Lumpia are Filipino style eggrolls and are one of the most popular street foods in the Philippines. They can be filled with an assortment of fillings, both savory and sweet, and may be either fried, baked, or left uncooked.
Making the BBQ Pulled Pork Egg Rolls
To make the Pulled Pork Lumpia, your will need lumpia wrappers, some of your favorite pulled pork, and some coleslaw. We also like to add some Sriracha mayo or Sriracha aioli to the lumpia filling. You can use your favorite coleslaw recipe, or kick things up a bit with our Jalapeno Coleslaw With Bacon Aioli or Lexington Style Red Coleslaw.
How to form and roll Lumpia
There are 2 common ways to fold the lumpia. While you are filling and rolling the lumpia your will want to keep the other wrappers, and the rolled lumpia covered with a damp cloth to keep them from drying out.
For the easiest way to form the BBQ lumpia, lay a single wrapper on a cutting board or counter top. At one end, put a layer of coleslaw and pulled pork leaving about ½-inch on either end.
Spread a line or Sriracha Aioli or mayo, or even use regular Sriracha. We are in love with the Sriracha Aioli from Terrapin Ridge Farms, but feel free to use your favorite.
Tightly roll the pulled pork lumpia, then cut in half. Place the completed lumpia on a tray and cover with a damp paper towel while you fill and roll the remaining BBQ lumpia.
The second method for rolling Filipino lumpia we find to look a little more elegant. Fold the lumpia wrapper in half to form a triangle. Place the pulled pork filling, coleslaw, and sriracha aioli along the bottom edge of the wrapper, leaving about 1 inch on either side.
Fold the 2 corners along the base to cover the filling. The shape should resemble an envelope at this point.
Next, starting at the base, tightly roll the lumpia and place the completed BBQ lumpia in a pan or on a tray and cover with a damp towel while you form the remaining Filipino egg rolls.
Frying your Pulled Pork Lumpia
To cook your BBQ Filipino Lumpia heat a neutral cooking oil in a pan or deep fryer to 350 degrees. USe enough oil to at least half way cover the egg rolls. Working in batches, fry the lumpia for about 3-5 minutes per side, or until golden brown.
Remove the pulled pork lumpias to a dish lined with paper towels while you cook the remaining pulled pork egg rolls.
What to serve with Filipino Egg Rolls
Sweet Thai chili sauce is our favorite condiment to serve with fried lumpia. For a little more spice you can also serve with sriracha or some of the sriracha mayo. A garlic vinegar sauce is also a common condiment served with Filipino lumpia.
These BBQ Pulled Pork Lumpia make for a great game day snack or as an appetizer for your Asian inspired meal.
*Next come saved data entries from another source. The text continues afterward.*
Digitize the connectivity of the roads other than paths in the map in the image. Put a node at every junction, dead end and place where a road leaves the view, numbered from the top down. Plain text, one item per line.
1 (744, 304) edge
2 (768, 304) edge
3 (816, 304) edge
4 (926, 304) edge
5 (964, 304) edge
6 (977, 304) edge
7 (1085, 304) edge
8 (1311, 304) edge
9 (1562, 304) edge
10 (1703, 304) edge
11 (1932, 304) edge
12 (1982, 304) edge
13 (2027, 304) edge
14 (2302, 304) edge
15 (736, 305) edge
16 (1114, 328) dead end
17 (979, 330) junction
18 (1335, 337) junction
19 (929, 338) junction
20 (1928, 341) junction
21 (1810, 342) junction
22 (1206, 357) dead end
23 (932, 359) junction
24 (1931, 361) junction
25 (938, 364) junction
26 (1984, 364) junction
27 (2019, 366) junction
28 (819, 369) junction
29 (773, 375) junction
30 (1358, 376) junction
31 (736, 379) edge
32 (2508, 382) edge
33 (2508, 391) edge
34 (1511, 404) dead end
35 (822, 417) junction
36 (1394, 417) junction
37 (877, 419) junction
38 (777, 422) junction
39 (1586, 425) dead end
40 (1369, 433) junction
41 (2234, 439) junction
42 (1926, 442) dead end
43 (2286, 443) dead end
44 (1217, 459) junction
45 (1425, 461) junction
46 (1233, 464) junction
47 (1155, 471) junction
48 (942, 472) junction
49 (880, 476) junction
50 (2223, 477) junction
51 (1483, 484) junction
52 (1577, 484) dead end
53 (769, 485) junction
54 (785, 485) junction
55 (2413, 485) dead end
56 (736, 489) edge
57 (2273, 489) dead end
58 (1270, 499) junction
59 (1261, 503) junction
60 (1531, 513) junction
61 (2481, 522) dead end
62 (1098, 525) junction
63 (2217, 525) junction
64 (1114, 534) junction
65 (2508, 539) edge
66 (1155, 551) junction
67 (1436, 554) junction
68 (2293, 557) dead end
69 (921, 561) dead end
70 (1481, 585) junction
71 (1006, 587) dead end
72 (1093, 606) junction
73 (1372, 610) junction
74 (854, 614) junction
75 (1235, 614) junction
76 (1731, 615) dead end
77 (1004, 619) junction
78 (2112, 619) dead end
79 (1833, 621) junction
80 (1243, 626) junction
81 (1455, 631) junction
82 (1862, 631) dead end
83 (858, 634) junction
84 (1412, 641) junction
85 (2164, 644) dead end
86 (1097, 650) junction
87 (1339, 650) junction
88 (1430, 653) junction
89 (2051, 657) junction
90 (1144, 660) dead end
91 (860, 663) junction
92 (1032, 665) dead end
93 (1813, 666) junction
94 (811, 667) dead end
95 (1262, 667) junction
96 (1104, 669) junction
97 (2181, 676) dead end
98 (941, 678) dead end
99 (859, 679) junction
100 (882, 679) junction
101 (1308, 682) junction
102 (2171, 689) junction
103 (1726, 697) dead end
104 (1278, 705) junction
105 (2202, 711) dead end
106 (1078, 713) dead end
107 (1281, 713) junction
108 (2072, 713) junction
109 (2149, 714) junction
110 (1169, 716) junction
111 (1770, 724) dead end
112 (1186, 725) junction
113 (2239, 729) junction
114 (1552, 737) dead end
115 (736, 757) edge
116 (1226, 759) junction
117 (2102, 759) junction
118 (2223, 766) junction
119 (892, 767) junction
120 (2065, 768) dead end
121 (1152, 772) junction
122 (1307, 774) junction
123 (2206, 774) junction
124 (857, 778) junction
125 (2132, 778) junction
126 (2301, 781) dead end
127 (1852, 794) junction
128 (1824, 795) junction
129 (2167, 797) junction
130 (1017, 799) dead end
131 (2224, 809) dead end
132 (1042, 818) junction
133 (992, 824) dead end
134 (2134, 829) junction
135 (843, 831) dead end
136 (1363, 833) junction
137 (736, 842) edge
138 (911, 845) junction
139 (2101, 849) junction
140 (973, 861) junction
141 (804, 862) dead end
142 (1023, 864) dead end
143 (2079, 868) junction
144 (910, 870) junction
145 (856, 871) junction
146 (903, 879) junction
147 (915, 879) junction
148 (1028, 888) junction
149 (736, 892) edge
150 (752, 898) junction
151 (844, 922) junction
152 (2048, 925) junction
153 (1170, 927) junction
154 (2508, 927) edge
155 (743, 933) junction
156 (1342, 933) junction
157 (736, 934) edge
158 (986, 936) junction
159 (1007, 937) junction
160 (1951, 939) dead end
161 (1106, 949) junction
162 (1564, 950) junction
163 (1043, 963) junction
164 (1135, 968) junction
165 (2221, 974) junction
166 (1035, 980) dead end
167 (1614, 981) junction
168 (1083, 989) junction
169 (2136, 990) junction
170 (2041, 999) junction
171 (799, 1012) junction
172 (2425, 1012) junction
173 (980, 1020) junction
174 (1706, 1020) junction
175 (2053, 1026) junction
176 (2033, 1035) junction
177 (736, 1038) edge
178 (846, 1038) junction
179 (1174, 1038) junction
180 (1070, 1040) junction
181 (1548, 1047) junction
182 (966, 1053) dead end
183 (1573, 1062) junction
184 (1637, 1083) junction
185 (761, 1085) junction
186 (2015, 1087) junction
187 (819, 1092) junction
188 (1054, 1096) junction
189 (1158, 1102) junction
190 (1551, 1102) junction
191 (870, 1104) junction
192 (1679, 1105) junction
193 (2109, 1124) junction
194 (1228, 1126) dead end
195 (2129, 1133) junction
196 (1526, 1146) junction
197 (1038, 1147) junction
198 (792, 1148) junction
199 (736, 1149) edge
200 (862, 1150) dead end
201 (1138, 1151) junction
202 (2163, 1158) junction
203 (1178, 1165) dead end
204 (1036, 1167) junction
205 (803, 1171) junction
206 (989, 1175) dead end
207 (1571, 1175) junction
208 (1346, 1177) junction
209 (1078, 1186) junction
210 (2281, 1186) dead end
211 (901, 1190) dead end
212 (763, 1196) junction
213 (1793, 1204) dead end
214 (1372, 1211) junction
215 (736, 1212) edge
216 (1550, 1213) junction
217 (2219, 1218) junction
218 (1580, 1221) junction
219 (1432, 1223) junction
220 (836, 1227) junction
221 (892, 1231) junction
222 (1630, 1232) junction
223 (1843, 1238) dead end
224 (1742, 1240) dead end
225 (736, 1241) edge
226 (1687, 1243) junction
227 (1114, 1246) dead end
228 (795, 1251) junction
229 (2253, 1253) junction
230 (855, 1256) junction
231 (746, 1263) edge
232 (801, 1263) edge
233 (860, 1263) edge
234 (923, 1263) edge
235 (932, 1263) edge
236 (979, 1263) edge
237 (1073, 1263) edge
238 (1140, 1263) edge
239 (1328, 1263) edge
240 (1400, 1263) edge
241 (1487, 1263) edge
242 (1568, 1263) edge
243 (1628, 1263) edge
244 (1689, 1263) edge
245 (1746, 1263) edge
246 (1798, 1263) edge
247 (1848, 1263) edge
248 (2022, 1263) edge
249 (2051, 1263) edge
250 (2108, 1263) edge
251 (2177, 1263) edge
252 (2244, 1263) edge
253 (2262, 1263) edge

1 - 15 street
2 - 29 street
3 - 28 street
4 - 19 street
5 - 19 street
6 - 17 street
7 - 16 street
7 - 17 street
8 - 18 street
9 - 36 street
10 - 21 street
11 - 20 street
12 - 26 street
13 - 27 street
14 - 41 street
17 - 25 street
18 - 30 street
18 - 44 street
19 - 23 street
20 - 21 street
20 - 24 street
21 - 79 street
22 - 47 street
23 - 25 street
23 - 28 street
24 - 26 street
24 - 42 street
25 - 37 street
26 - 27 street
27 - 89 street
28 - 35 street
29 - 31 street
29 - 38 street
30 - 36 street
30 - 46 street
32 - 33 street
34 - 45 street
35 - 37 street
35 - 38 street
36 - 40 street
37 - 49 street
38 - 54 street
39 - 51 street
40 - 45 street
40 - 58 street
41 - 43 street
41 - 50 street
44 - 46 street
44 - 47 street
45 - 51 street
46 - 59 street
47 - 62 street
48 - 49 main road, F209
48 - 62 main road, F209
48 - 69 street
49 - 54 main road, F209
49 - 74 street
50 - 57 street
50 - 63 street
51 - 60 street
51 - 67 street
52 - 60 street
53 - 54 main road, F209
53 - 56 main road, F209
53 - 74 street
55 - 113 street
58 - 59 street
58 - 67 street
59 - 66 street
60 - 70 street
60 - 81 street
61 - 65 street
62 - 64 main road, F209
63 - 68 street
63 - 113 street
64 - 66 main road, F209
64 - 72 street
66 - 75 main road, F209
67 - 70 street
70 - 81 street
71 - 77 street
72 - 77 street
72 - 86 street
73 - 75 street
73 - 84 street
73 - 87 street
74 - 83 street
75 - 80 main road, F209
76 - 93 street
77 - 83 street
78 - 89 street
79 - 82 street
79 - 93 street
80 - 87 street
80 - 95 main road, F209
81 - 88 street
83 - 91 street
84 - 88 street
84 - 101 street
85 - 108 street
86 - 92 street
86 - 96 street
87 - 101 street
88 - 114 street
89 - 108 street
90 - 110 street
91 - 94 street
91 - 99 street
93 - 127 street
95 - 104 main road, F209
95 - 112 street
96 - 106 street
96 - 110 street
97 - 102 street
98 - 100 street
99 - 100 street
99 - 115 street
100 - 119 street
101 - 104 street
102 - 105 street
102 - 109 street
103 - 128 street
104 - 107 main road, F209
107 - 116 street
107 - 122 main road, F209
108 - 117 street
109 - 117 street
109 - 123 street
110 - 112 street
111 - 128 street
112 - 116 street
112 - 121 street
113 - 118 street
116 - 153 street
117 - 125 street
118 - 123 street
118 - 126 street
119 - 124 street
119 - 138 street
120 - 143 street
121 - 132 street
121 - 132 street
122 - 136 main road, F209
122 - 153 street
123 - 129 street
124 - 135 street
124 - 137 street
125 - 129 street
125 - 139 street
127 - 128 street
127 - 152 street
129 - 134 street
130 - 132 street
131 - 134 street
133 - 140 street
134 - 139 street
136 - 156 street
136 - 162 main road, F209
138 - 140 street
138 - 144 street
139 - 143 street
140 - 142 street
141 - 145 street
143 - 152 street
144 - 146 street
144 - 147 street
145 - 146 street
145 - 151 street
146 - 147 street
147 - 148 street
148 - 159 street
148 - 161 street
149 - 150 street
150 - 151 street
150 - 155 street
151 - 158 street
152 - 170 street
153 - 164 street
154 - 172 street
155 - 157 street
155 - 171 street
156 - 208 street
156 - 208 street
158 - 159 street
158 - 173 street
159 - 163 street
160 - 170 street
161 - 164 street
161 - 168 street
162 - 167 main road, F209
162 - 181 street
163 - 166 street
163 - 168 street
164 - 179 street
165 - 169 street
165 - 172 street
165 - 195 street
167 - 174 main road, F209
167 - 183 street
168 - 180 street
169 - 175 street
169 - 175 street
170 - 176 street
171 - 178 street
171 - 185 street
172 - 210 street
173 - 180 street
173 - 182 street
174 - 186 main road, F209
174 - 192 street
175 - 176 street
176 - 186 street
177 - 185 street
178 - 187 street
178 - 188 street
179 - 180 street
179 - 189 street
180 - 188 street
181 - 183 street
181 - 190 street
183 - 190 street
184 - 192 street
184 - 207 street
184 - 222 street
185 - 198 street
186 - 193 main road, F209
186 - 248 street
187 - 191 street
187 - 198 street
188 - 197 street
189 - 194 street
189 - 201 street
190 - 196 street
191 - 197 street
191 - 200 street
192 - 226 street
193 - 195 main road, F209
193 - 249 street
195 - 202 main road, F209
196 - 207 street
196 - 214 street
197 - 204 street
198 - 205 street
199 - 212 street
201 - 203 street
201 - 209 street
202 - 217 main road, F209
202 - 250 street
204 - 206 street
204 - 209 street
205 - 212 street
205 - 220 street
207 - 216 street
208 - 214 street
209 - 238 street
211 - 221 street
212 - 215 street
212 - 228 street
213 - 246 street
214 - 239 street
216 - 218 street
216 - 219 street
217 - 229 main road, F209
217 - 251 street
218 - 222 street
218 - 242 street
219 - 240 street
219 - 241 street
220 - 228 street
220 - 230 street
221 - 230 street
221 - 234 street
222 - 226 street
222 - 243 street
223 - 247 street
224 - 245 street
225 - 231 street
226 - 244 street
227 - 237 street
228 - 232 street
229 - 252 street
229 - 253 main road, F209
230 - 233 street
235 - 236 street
Enjoy as an appetizer before your Thai Red Chicken Curry, Thai Holy Basil Stir Fry: Pad Krapow, Barbeque Char Siu, Taiwanese Beef Noodle Soup with Smoked Beef, or Japanese Teppanyaki.
Frequently Asked Questions
The primary difference between Filipino lumpia and traditional egg rolls is the wrapper. Lumpia wrappers tend to be thinner than traditional egg roll wrappers, consisting of a paper-thin crepe like wrapper.
Leftovers should be refrigerated and consumed within 3 days.
Leftover lumpia are best reheated in an oven, uncovered, at 350 degrees until heated through. You can also reheat them in a pan or skillet to crisp them back up.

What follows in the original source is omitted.